**The problem**
Go through the records below and return each line that has "dead" in it.
»»
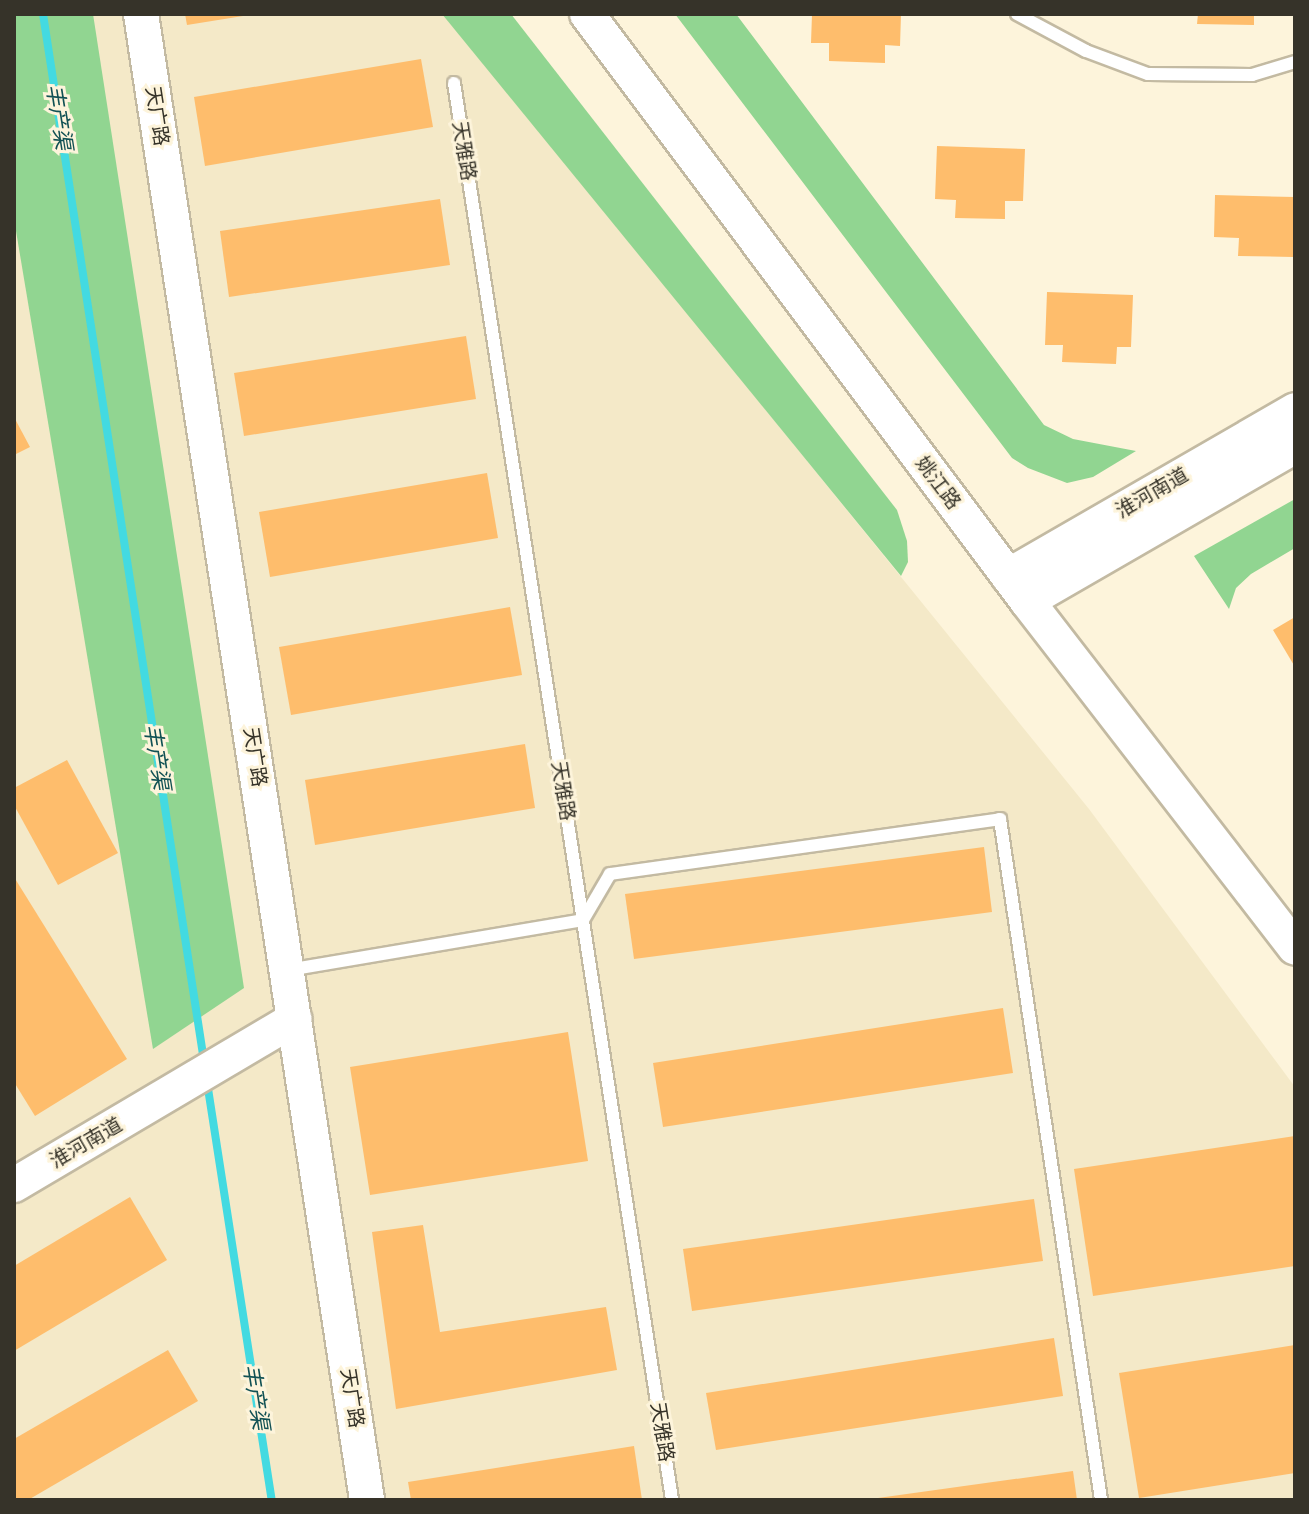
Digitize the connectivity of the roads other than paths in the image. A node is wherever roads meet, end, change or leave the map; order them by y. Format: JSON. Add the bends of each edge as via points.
{"nodes":[{"id":1,"x":141,"y":14,"type":"edge"},
{"id":2,"x":587,"y":14,"type":"edge"},
{"id":3,"x":1017,"y":14,"type":"edge"},
{"id":4,"x":1295,"y":62,"type":"edge"},
{"id":5,"x":454,"y":83,"type":"dead end"},
{"id":6,"x":1295,"y":410,"type":"edge"},
{"id":7,"x":1295,"y":446,"type":"edge"},
{"id":8,"x":1018,"y":589,"type":"junction"},
{"id":9,"x":583,"y":920,"type":"junction"},
{"id":10,"x":1295,"y":948,"type":"edge"},
{"id":11,"x":288,"y":970,"type":"junction"},
{"id":12,"x":295,"y":1019,"type":"junction"},
{"id":13,"x":14,"y":1185,"type":"edge"},
{"id":14,"x":367,"y":1500,"type":"edge"},
{"id":15,"x":672,"y":1500,"type":"edge"},
{"id":16,"x":1101,"y":1500,"type":"edge"}],
"edges":[{"from":1,"to":11,"type":"street","name":"天广路"},
{"from":2,"to":8,"type":"street","name":"姚江路"},
{"from":3,"to":4,"type":"lane","via":[[1086,51],[1148,74],[1252,75]]},
{"from":5,"to":9,"type":"lane","name":"天雅路"},
{"from":6,"to":8,"type":"street","name":"淮河南道"},
{"from":7,"to":8,"type":"street","name":"淮河南道"},
{"from":8,"to":10,"type":"street","name":"姚江路"},
{"from":9,"to":11,"type":"lane"},
{"from":9,"to":15,"type":"lane","name":"天雅路"},
{"from":9,"to":16,"type":"lane","via":[[610,874],[1000,819]]},
{"from":11,"to":12,"type":"street","name":"天广路"},
{"from":12,"to":13,"type":"street","name":"淮河南道"},
{"from":12,"to":14,"type":"street","name":"天广路"}]}
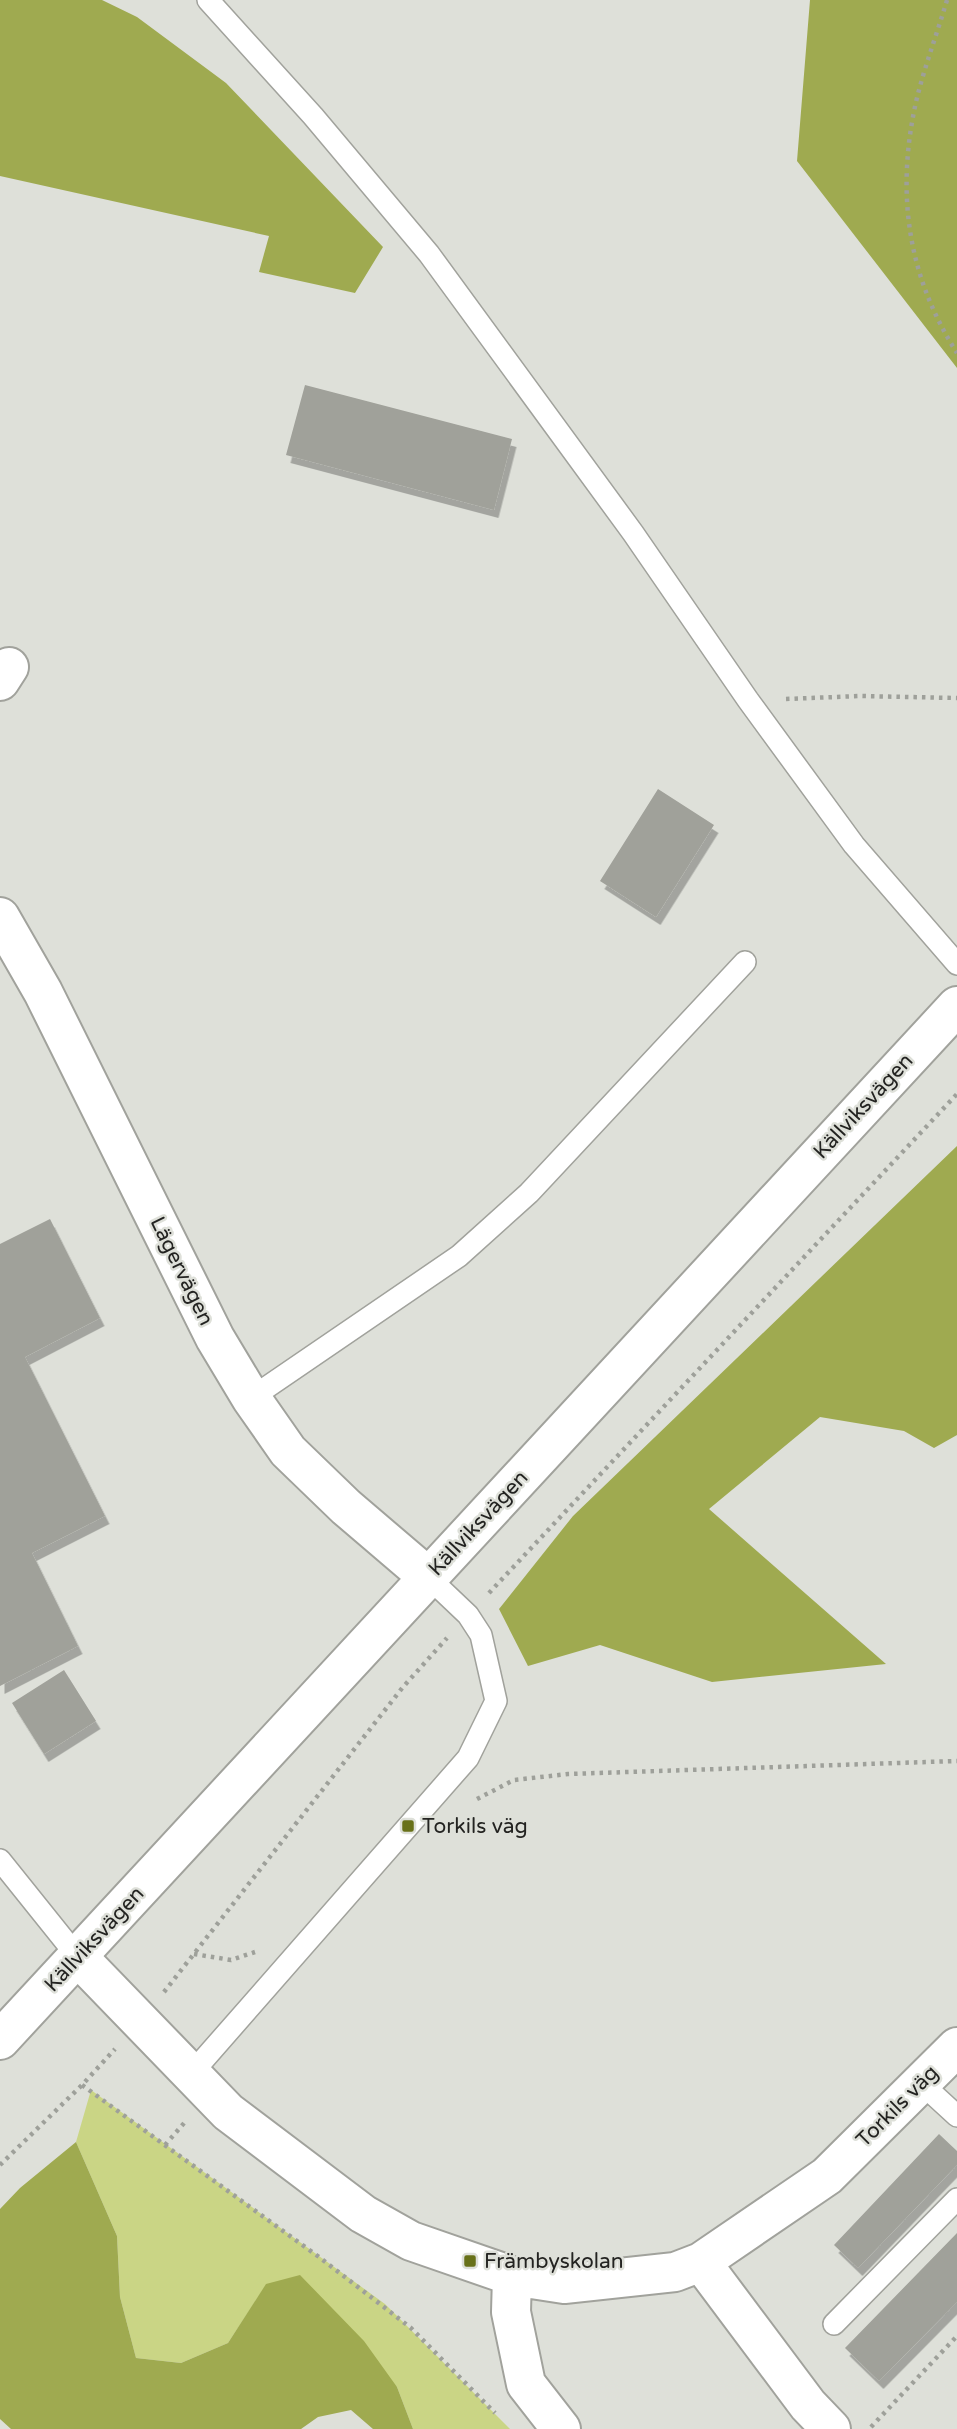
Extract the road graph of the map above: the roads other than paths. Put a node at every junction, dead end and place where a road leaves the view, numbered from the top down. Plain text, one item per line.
1 (208, 0) edge
2 (0, 918) edge
3 (745, 961) dead end
4 (957, 964) edge
5 (957, 1006) edge
6 (251, 1398) junction
7 (428, 1577) junction
8 (0, 1860) edge
9 (78, 1956) junction
10 (0, 2040) edge
11 (957, 2047) edge
12 (191, 2074) junction
13 (921, 2083) junction
14 (957, 2116) edge
15 (957, 2199) edge
16 (701, 2262) junction
17 (512, 2276) junction
18 (834, 2324) dead end
19 (809, 2421) edge
20 (561, 2429) edge

1 - 4 lane
2 - 6 street, Lägervägen
3 - 6 lane
5 - 7 street, Källviksvägen
6 - 7 street, Lägervägen
7 - 9 street, Källviksvägen
7 - 12 lane
8 - 9 lane
9 - 10 street, Källviksvägen
9 - 12 street, Torkils väg
11 - 13 street, Torkils väg
12 - 17 street, Torkils väg
13 - 14 lane
13 - 16 street, Torkils väg
15 - 18 lane
16 - 17 street, Torkils väg
16 - 19 street
17 - 20 street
««
**Answer to the problem**
{"id":5,"x":454,"y":83,"type":"dead end"},
Extract the road graph of the map above: the roads other than paths. Put a node at every junction, dead end and place where a road leaves the view, numbered from the top down. Plain text, one item per line.
3 (745, 961) dead end
18 (834, 2324) dead end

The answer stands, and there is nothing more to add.